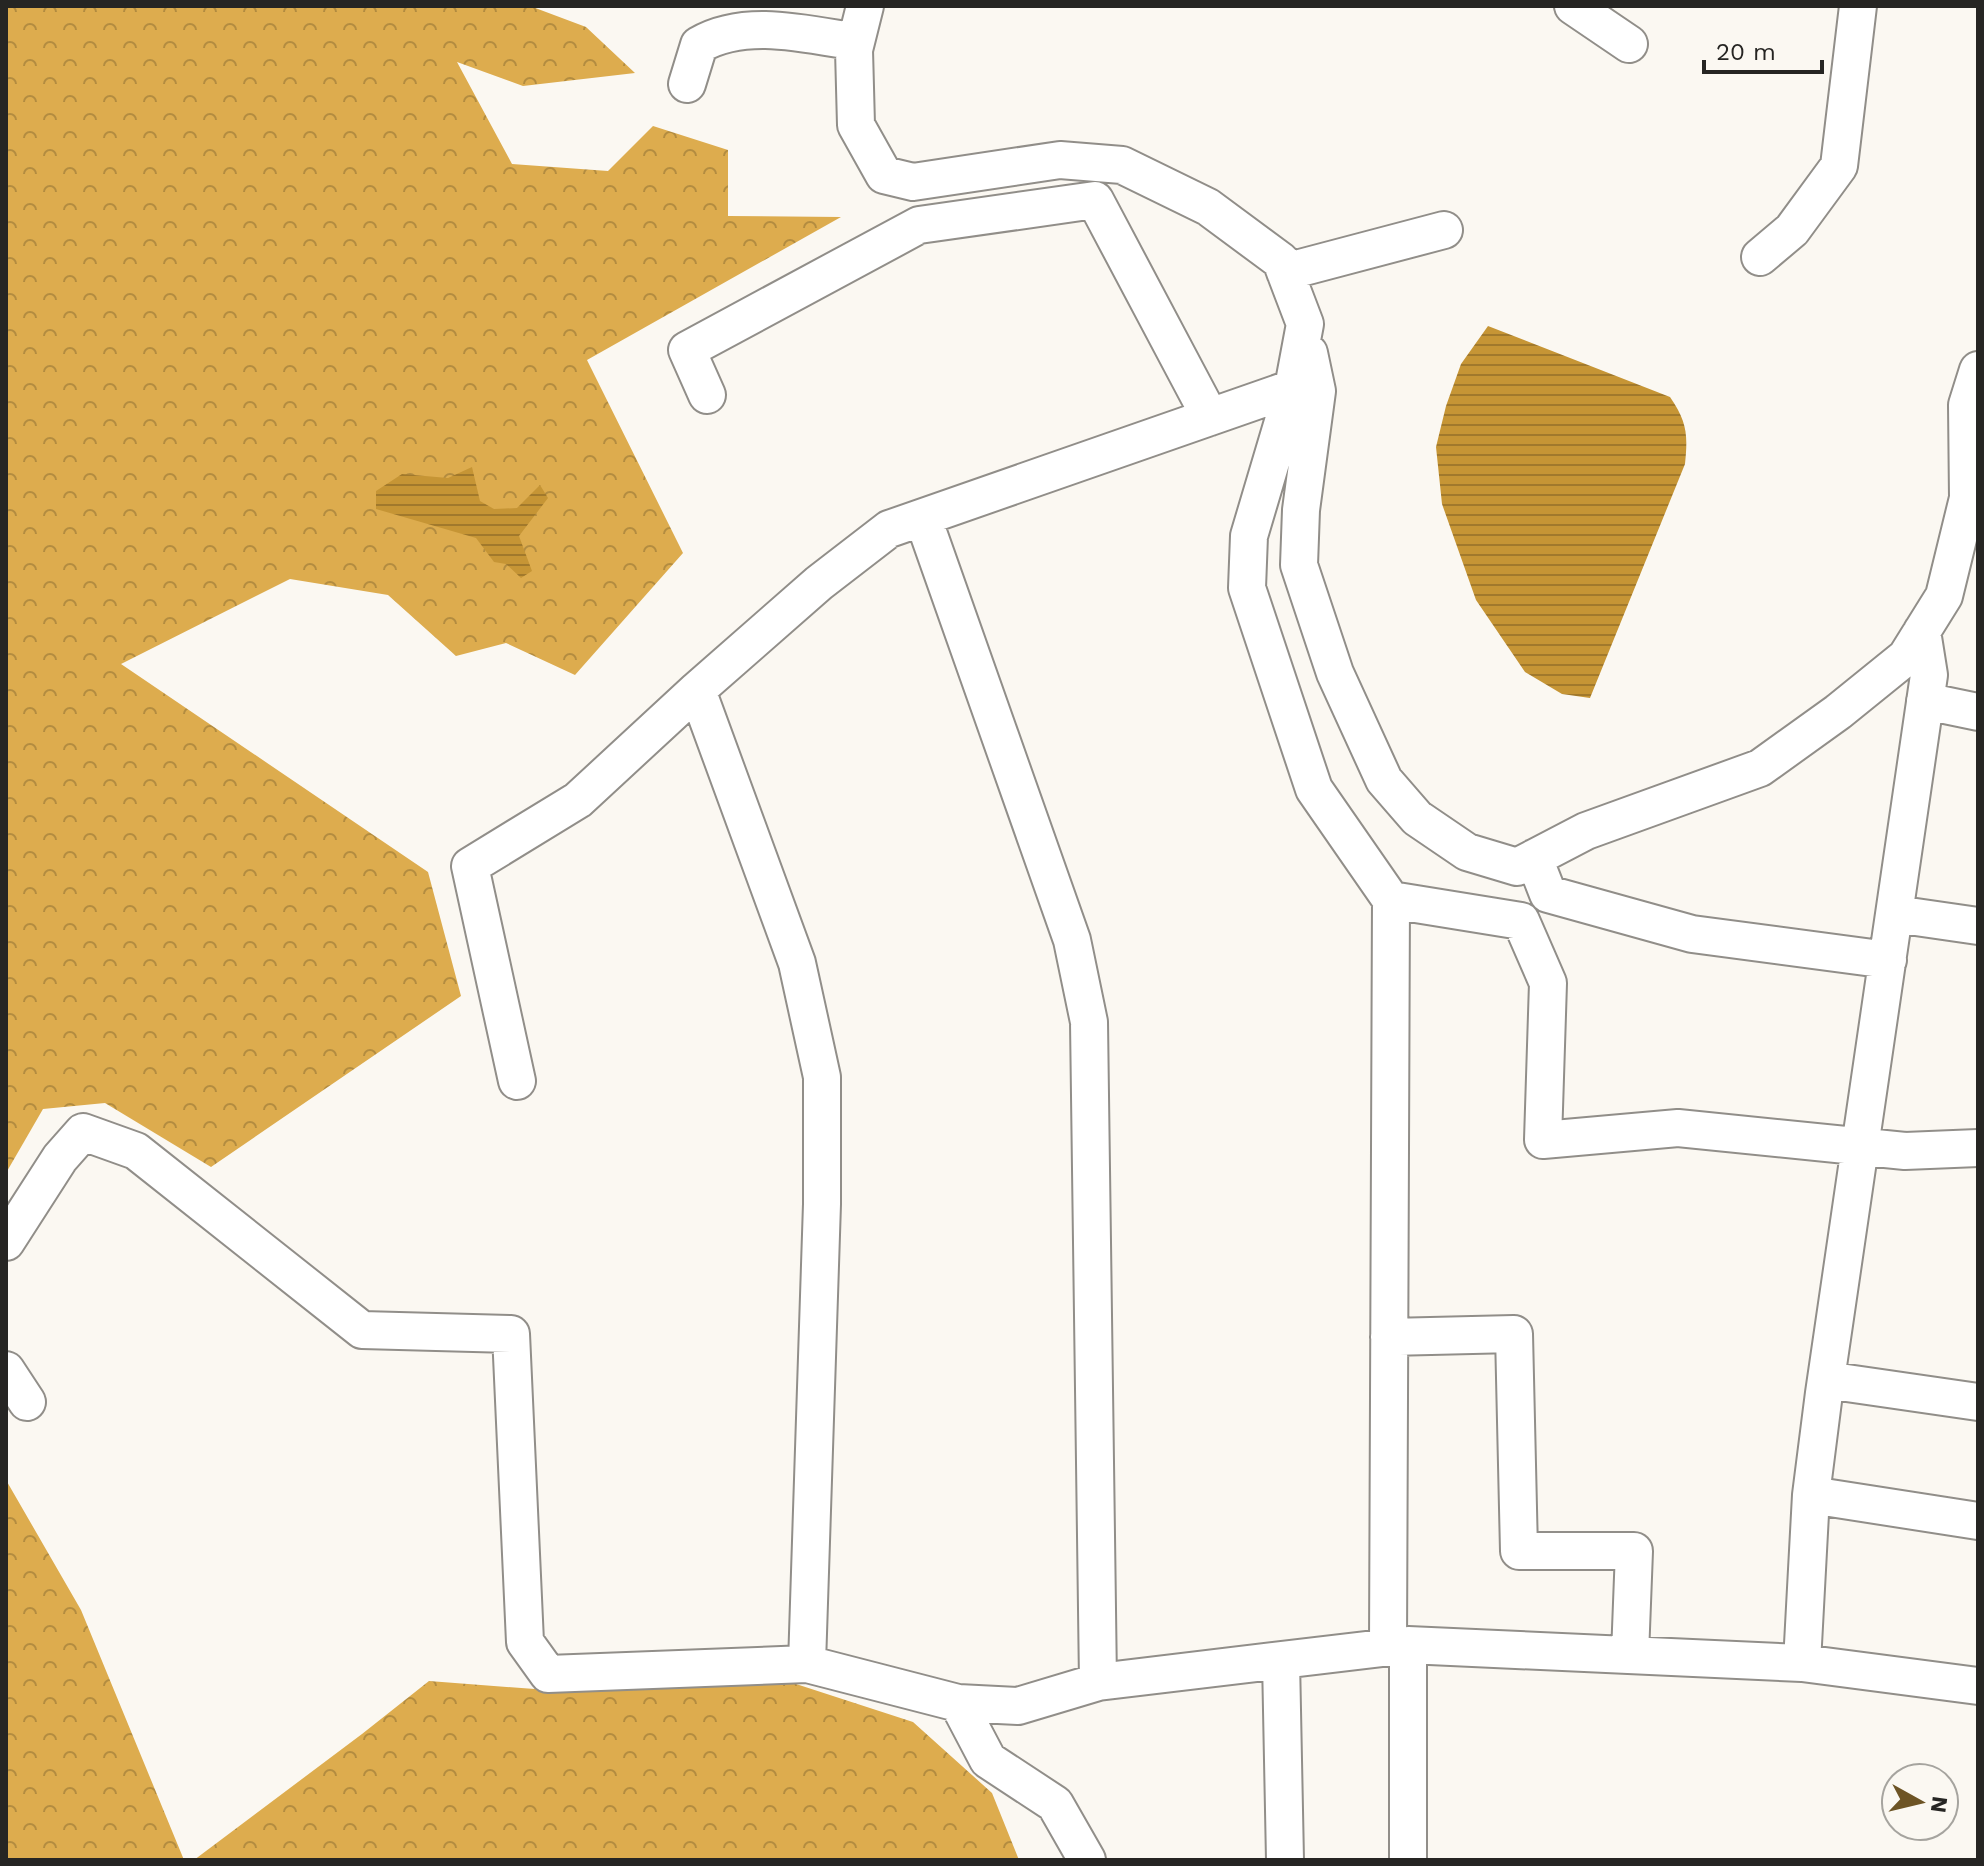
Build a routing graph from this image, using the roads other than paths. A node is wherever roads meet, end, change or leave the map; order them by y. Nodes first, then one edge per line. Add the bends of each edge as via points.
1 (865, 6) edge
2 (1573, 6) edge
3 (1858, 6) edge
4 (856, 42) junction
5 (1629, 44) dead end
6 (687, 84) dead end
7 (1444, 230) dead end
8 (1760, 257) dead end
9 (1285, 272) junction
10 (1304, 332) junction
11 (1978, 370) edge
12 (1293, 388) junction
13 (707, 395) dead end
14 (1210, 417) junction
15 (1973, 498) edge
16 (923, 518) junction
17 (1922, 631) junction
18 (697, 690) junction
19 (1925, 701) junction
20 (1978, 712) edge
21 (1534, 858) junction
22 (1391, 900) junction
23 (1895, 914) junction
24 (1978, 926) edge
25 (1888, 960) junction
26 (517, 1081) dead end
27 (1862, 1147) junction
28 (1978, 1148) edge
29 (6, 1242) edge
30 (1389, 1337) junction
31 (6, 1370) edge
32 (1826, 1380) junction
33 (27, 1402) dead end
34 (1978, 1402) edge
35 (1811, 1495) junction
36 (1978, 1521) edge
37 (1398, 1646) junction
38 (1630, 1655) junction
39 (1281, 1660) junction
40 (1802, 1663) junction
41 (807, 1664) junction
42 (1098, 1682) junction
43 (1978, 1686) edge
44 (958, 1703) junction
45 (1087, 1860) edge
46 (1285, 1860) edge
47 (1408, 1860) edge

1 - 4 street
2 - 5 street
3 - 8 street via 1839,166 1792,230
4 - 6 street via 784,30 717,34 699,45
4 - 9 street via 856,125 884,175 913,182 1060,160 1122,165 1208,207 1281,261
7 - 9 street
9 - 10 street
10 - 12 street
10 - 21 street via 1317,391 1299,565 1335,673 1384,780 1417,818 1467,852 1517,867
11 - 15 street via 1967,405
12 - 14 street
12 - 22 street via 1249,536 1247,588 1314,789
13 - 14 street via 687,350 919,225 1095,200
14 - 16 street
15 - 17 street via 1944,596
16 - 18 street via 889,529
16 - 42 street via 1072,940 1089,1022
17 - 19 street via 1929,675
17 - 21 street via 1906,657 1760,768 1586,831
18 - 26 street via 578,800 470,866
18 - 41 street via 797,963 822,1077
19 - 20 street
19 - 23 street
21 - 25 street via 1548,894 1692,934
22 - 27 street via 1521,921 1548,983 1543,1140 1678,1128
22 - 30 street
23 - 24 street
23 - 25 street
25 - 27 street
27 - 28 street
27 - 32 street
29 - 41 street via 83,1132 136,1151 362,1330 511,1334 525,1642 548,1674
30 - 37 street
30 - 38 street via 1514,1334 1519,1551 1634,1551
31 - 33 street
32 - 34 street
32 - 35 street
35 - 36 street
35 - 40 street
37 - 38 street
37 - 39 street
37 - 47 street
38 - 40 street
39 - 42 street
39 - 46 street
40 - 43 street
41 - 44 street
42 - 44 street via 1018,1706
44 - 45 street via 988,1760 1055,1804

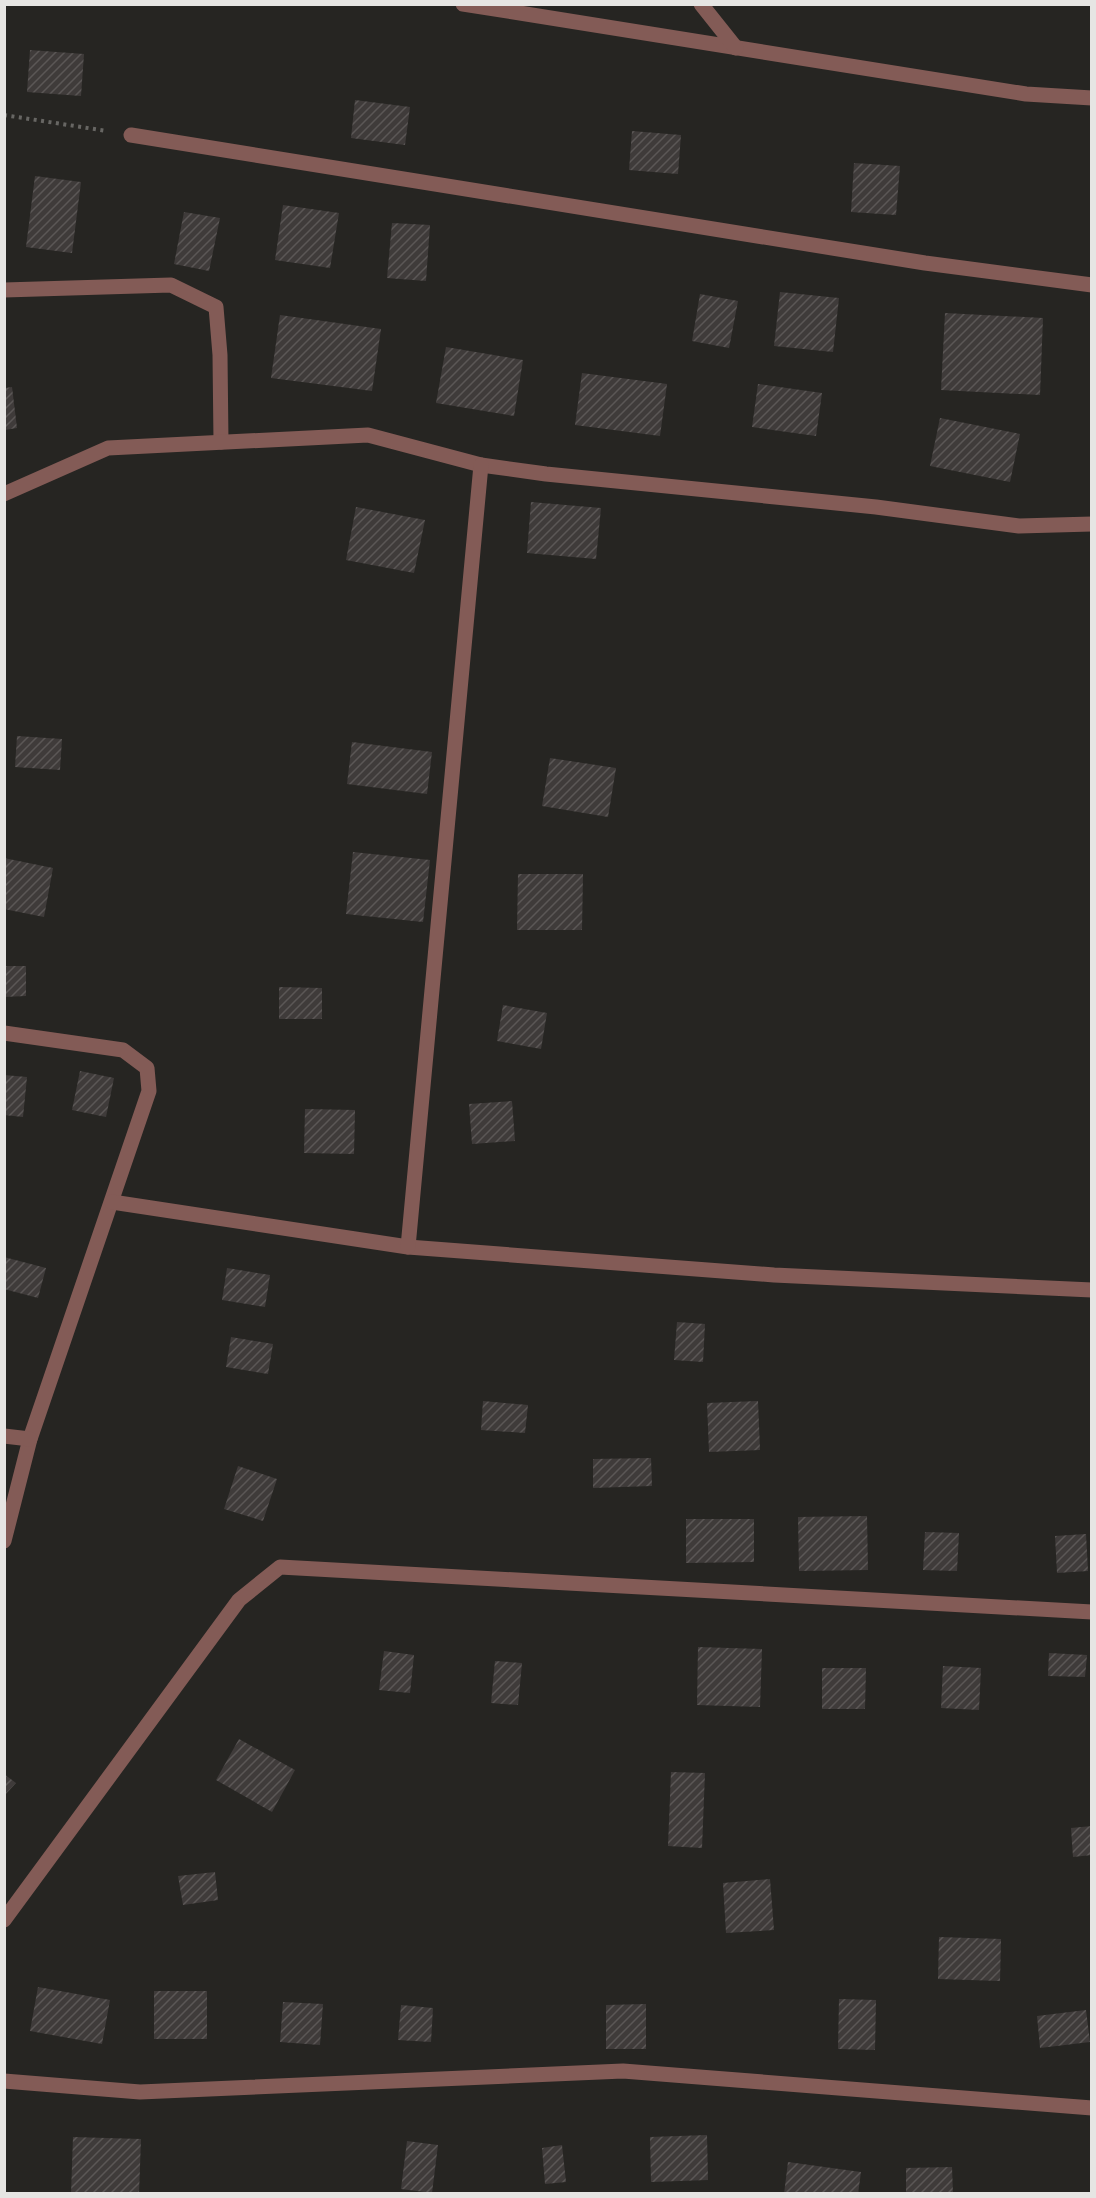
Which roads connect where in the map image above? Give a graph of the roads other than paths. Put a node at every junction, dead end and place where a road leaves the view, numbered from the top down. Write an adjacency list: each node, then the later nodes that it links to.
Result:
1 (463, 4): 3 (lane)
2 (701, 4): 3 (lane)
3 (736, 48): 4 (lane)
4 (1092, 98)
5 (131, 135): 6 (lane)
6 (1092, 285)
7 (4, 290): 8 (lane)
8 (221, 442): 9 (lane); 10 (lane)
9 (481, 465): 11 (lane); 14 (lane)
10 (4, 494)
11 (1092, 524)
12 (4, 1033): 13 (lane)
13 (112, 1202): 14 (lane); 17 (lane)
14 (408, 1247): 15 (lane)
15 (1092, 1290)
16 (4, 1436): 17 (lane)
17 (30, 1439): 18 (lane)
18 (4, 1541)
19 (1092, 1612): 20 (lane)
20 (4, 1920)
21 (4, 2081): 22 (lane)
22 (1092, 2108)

---------------

EXERCISE:
Look through the listing and extract every line with "each" in it.

TASK RESPONSE:
Build a routing graph from this image, using the roads other than paths. A node is wherever roads meet, end, change or leave the map; order them by y. Nodes first, then one edge per line. Add the bends of each edge as via points.
Which roads connect where in the map image above? Give a graph of the roads other than paths. Put a node at every junction, dead end and place where a road leaves the view, numbered from the top down. Write an adjacency list: each node, then the later nodes that it links to.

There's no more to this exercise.